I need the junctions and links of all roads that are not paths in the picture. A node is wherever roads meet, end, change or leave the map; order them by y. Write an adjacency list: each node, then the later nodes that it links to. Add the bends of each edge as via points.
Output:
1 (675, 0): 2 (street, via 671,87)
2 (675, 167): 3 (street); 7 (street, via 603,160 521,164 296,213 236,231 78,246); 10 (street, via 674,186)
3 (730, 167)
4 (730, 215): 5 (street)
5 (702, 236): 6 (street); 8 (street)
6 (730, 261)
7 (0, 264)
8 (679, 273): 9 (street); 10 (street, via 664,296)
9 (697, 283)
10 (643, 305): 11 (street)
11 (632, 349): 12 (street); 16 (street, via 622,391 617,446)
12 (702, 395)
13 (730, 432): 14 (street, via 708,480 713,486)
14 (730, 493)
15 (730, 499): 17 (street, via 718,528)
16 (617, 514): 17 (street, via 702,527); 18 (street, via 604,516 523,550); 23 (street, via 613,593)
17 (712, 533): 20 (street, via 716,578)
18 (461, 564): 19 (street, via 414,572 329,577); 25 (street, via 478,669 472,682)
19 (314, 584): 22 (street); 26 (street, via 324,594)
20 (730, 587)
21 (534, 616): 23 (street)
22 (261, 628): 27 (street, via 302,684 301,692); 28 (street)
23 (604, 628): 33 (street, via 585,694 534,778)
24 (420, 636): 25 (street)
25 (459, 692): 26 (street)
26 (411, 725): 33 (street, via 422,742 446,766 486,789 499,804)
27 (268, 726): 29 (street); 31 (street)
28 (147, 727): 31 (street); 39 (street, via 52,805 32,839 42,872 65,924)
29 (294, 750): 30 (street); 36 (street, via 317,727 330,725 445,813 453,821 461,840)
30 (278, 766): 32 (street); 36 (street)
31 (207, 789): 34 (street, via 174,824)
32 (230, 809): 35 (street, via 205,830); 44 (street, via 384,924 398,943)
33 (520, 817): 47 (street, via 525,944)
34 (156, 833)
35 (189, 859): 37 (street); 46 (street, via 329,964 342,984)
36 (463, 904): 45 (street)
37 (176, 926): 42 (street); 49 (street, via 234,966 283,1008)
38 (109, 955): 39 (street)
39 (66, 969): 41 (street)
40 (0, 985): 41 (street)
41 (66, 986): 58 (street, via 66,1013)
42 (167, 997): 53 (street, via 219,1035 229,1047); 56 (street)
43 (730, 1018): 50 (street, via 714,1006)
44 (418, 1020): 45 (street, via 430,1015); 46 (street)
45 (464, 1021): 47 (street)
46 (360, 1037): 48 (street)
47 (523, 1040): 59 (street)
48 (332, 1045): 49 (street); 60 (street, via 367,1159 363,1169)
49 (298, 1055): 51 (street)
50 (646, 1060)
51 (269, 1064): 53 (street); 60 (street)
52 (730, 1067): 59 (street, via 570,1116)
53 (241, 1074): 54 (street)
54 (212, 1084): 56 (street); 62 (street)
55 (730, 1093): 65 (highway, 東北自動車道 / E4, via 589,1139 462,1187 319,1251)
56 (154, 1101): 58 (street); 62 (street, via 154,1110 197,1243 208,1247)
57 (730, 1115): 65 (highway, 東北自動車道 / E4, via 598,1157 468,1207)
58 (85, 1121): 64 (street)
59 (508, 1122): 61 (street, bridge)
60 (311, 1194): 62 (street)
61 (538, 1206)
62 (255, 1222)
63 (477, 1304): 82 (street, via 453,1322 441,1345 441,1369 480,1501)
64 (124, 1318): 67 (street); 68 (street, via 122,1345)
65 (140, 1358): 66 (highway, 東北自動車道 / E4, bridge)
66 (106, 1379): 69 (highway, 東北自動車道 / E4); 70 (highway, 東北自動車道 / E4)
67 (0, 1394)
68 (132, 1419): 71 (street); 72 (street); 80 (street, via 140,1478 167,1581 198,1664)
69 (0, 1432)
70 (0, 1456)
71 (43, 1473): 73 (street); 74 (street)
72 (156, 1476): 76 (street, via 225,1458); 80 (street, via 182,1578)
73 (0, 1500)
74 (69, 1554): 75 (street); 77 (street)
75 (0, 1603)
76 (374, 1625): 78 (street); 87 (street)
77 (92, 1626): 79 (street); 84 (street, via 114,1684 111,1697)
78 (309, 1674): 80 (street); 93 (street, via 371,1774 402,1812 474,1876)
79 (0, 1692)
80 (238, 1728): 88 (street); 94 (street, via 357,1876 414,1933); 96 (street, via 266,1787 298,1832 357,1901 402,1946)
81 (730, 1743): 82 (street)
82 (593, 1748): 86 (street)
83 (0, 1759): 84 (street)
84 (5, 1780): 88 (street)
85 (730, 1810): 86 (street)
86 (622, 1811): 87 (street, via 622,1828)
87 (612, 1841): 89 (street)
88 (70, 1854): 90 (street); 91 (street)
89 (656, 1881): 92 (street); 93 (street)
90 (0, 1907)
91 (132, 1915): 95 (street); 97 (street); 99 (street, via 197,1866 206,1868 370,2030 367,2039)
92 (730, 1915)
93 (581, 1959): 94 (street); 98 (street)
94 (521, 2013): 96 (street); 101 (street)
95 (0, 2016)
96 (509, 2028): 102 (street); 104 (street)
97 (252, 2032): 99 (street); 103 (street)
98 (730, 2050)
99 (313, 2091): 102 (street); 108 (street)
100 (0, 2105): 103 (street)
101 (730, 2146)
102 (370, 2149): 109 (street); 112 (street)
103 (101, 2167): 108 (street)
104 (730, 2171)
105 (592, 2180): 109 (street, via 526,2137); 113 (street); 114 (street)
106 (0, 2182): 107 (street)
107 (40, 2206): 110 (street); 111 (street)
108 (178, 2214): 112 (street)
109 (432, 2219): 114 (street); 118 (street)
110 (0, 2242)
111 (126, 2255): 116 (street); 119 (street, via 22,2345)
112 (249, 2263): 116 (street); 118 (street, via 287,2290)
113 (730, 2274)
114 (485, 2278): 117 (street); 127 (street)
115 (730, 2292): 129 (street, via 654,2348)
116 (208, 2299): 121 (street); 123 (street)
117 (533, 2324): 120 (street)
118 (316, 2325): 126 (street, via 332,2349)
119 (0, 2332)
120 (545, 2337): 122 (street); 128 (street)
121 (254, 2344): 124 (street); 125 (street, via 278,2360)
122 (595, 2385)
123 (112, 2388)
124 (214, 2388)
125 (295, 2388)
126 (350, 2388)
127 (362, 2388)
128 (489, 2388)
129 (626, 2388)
=======
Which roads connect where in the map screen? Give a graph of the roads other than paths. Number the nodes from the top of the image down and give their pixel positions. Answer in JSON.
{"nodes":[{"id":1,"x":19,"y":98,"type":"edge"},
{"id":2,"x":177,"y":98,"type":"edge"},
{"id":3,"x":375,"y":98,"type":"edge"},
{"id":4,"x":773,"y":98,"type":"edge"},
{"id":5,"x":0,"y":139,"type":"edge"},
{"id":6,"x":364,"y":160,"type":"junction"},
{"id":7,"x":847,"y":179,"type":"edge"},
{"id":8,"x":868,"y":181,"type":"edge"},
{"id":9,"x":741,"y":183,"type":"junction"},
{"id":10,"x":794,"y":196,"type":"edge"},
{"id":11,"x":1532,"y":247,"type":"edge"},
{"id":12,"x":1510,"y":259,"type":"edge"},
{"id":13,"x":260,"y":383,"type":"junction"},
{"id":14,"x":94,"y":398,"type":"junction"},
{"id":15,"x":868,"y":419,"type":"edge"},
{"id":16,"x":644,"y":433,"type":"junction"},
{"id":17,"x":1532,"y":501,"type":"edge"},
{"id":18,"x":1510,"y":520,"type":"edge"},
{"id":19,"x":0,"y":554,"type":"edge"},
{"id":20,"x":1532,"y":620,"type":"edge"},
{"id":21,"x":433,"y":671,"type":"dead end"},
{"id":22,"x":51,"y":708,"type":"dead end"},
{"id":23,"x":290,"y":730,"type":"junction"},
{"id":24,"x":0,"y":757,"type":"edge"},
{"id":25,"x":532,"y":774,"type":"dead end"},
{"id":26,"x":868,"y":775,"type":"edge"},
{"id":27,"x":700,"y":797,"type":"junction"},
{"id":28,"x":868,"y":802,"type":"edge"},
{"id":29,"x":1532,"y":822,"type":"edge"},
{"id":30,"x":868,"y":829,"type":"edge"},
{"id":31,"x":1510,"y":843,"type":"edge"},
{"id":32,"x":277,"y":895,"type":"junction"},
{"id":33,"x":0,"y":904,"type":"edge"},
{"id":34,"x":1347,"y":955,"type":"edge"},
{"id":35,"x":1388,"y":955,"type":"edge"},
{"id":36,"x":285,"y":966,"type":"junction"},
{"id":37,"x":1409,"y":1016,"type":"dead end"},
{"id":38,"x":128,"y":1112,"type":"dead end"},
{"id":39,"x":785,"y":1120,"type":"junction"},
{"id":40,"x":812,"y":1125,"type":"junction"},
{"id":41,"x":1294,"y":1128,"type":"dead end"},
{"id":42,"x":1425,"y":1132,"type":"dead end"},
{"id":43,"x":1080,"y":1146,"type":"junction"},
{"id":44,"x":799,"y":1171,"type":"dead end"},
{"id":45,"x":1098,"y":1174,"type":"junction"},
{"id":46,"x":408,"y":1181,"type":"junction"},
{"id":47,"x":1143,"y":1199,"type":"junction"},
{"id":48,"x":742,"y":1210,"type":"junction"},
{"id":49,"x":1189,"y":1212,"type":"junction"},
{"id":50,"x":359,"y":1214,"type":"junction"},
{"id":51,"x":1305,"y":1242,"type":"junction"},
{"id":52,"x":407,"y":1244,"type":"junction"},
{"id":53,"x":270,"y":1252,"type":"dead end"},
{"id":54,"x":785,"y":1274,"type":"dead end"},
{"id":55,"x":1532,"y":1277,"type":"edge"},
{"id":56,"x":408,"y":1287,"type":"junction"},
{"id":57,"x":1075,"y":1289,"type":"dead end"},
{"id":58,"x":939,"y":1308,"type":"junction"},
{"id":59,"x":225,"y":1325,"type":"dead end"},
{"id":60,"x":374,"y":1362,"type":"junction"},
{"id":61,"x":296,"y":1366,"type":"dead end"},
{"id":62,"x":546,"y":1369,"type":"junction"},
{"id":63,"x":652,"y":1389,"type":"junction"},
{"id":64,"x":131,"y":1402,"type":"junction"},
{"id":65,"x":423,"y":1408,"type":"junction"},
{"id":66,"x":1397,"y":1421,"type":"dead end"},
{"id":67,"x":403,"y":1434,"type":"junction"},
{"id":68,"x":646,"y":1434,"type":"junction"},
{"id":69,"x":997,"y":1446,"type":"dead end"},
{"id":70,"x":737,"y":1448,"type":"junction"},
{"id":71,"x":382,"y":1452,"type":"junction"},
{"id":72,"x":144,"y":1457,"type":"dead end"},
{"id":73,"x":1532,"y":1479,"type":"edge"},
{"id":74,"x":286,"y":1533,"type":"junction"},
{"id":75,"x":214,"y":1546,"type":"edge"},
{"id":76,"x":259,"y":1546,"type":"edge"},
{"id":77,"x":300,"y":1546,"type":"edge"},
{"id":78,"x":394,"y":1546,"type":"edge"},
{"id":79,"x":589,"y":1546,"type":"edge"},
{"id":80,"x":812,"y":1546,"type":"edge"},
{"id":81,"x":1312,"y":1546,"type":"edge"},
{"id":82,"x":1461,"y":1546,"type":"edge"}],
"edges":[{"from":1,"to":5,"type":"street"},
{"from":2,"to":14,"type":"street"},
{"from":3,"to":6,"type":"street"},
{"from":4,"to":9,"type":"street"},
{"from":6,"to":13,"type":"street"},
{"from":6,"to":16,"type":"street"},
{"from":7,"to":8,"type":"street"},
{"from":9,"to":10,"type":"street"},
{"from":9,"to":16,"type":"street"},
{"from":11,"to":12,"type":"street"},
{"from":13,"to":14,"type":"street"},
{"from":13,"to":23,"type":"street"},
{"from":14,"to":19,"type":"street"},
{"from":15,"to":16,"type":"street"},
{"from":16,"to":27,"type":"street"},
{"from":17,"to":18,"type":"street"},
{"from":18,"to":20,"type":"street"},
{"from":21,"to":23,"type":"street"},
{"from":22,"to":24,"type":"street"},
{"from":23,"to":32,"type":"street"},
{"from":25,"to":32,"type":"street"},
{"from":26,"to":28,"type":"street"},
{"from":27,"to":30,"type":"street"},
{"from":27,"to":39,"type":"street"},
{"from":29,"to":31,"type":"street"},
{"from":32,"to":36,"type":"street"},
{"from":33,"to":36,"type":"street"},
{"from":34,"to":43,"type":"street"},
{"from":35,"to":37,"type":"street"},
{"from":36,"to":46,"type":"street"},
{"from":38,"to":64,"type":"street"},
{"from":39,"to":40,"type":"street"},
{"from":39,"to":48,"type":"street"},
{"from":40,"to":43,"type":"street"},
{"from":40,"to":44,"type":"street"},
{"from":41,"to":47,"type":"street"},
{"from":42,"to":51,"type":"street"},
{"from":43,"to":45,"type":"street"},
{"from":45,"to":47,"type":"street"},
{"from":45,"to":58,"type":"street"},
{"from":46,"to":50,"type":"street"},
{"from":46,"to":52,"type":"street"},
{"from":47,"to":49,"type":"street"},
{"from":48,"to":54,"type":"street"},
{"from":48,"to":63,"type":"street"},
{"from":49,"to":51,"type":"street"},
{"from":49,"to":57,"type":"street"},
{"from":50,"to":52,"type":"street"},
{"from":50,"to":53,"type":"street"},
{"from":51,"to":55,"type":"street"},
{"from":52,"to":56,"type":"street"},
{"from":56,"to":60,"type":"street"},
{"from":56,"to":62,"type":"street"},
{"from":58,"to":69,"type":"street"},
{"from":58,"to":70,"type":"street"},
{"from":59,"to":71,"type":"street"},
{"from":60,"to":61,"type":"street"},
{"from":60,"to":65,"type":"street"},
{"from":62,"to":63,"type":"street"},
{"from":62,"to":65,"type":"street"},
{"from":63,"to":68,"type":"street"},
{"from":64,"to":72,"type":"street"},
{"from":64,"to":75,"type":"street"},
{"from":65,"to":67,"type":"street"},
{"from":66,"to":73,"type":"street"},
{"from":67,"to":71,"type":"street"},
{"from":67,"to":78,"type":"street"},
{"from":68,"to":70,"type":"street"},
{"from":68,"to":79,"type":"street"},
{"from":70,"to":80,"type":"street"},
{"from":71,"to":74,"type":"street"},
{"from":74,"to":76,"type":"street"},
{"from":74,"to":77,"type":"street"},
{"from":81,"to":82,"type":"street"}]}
=======
### [PROBLEM REQUIREMENTS]
For each line in the records that contains the word "paths", make a copy.

### [TASK RESPONSE]
I need the junctions and links of all roads that are not paths in the picture. A node is wherever roads meet, end, change or leave the map; order them by y. Write an adjacency list: each node, then the later nodes that it links to. Add the bends of each edge as via points.
Which roads connect where in the map screen? Give a graph of the roads other than paths. Number the nodes from the top of the image down and give their pixel positions. Answer in JSON.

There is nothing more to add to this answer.